(Bloomberg) -- Russia demanded the North Atlantic Treaty Organization withdraw its forces to positions they occupied in 1997 as it set out sweeping proposals for a massive Western pullback in two draft security treaties presented to the U.S. this week.
The demands come amid spiraling tensions between Russia and the U.S. and Europe over a massive build-up of Russian forces close to the border with Ukraine. The U.S. says its intelligence shows Russia may be preparing for an invasion of Ukraine as soon as next month, something the Kremlin denies.
Russia and all NATO states that were members in May 1997, before the first eastern European countries were invited to join the alliance, shouldn’t “deploy military forces and weaponry on the territory of any of the other States in Europe” that were not already in place on that date, according to one of the treaties published Friday by the Foreign Ministry in Moscow.

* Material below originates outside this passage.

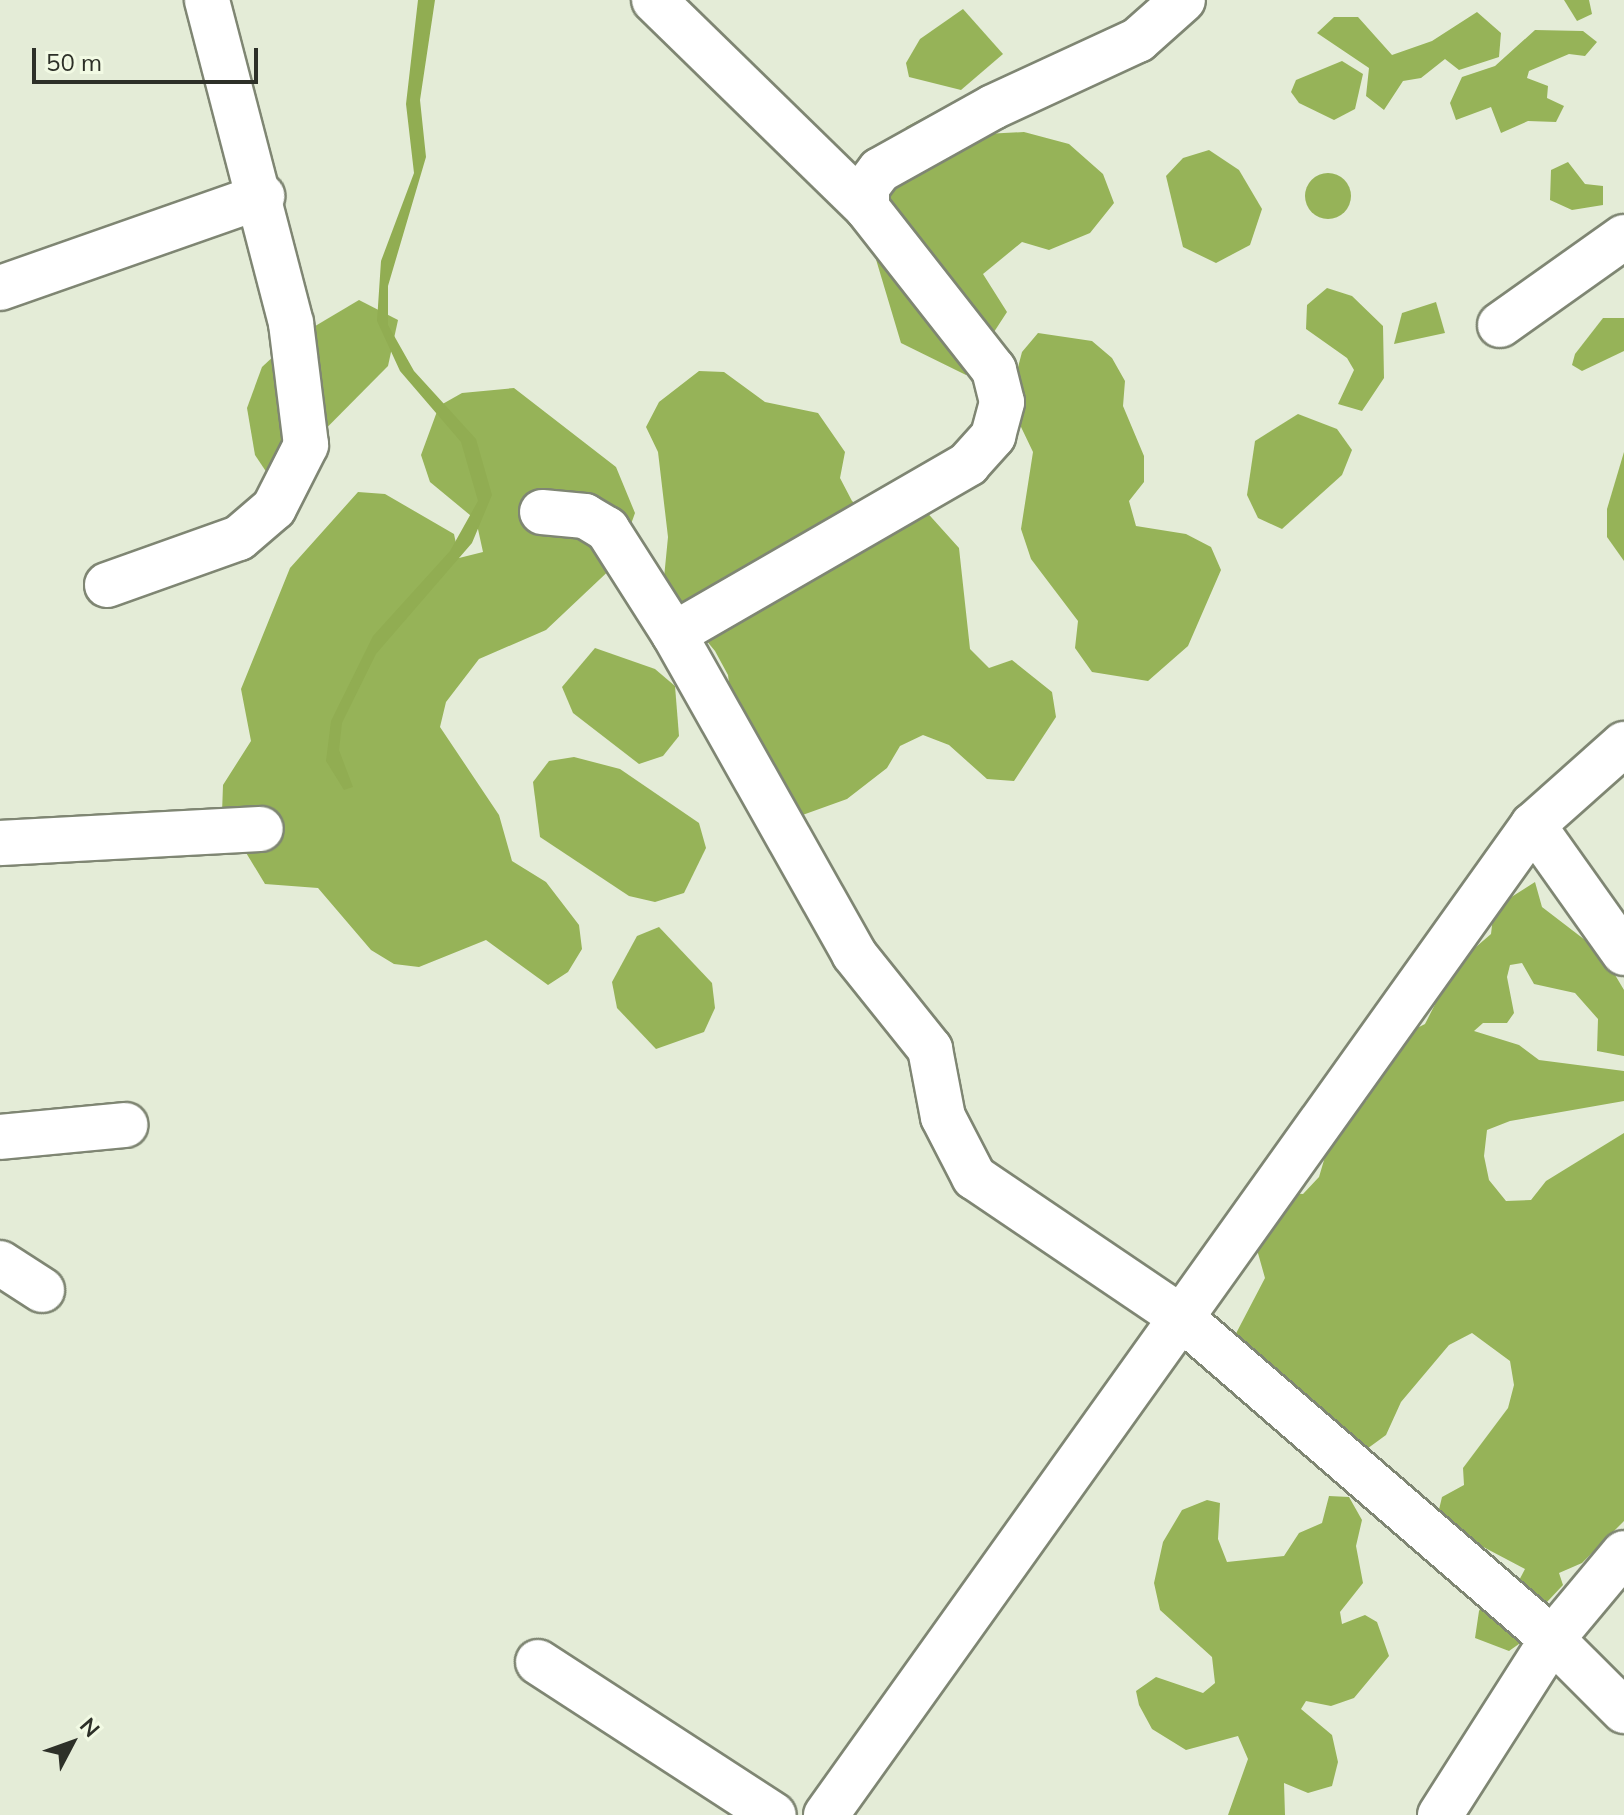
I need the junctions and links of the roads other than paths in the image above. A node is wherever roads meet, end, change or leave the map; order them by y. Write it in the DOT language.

The U.S. must pledge to bar entry to NATO for ex-Soviet states such as Ukraine and Georgia and refuse to make use of their military infrastructure or develop bilateral defense ties with them, according to the second treaty.
Russia and the U.S. would also agree not to fly heavy bombers armed with nuclear or non-nuclear weapons or deploy warships “outside national airspace and national territorial waters” if they could be used to attack another country, the document said.

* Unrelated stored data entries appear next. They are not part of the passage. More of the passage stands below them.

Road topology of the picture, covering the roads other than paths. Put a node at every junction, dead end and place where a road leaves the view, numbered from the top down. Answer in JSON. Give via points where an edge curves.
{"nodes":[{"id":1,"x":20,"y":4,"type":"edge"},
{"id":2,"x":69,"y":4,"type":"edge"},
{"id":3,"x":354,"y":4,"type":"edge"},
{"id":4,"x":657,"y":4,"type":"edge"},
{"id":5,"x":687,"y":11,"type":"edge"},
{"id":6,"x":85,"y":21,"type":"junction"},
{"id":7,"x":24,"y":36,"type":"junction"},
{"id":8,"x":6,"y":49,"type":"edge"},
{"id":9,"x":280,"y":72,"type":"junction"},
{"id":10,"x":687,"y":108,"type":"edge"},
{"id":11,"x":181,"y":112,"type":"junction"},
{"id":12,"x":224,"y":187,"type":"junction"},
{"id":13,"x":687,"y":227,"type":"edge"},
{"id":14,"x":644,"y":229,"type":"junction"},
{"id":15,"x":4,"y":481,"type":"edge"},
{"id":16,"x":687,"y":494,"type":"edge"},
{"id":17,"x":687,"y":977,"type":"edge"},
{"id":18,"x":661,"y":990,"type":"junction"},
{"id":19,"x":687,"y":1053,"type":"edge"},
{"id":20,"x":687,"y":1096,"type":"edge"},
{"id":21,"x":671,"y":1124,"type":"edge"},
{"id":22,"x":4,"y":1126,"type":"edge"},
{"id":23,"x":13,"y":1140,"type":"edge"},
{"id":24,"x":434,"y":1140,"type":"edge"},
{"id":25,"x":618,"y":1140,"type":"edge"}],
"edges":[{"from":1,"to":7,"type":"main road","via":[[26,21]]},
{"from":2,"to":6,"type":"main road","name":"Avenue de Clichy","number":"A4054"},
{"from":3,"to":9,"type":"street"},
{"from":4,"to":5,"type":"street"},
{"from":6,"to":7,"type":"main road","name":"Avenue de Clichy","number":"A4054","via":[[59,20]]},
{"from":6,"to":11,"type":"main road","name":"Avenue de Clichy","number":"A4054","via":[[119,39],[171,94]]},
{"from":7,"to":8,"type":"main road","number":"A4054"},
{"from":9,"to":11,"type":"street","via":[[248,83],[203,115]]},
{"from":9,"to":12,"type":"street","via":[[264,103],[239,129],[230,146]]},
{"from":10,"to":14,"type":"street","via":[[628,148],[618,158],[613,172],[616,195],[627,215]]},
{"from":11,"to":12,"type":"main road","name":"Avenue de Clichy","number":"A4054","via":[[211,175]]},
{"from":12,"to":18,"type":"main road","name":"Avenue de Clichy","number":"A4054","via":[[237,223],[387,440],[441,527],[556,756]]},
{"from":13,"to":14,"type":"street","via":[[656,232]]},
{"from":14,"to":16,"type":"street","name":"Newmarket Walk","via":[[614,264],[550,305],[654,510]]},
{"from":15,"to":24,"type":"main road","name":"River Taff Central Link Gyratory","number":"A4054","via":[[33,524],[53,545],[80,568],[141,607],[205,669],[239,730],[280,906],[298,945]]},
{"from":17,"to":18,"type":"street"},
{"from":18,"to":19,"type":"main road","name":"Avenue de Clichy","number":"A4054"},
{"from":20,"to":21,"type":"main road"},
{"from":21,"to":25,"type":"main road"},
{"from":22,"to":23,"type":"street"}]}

NATO has already rejected some of Russia’s demands.
Russian President Vladimir Putin has insisted on binding security guarantees from the West that NATO won’t expand further eastward toward Russia’s border or station offensive weapons near his country. He and U.S. President Joe Biden held a Dec. 7 videoconference on the crisis, when the U.S. leader warned that invading Ukraine would lead to unprecedented economic sanctions against Russia, according to the White House. Biden also agreed to hold a dialog between NATO and Russia on Moscow’s security concerns.
The proposals passed to the U.S. on Wednesday and to NATO states on Thursday are not intended to be rejected, Russian Deputy Foreign Minister Sergei Ryabkov told reporters at a briefing Friday.
“Our position is that we need to remove all this and return to the positions of 1997,” Ryabkov said. “Enough is enough.”
Russia’s draft treaties are “not serious diplomacy,” said Vladimir Frolov, a former Russian diplomat who’s now a Moscow-based foreign policy analyst. They are “aiming at being rejected.”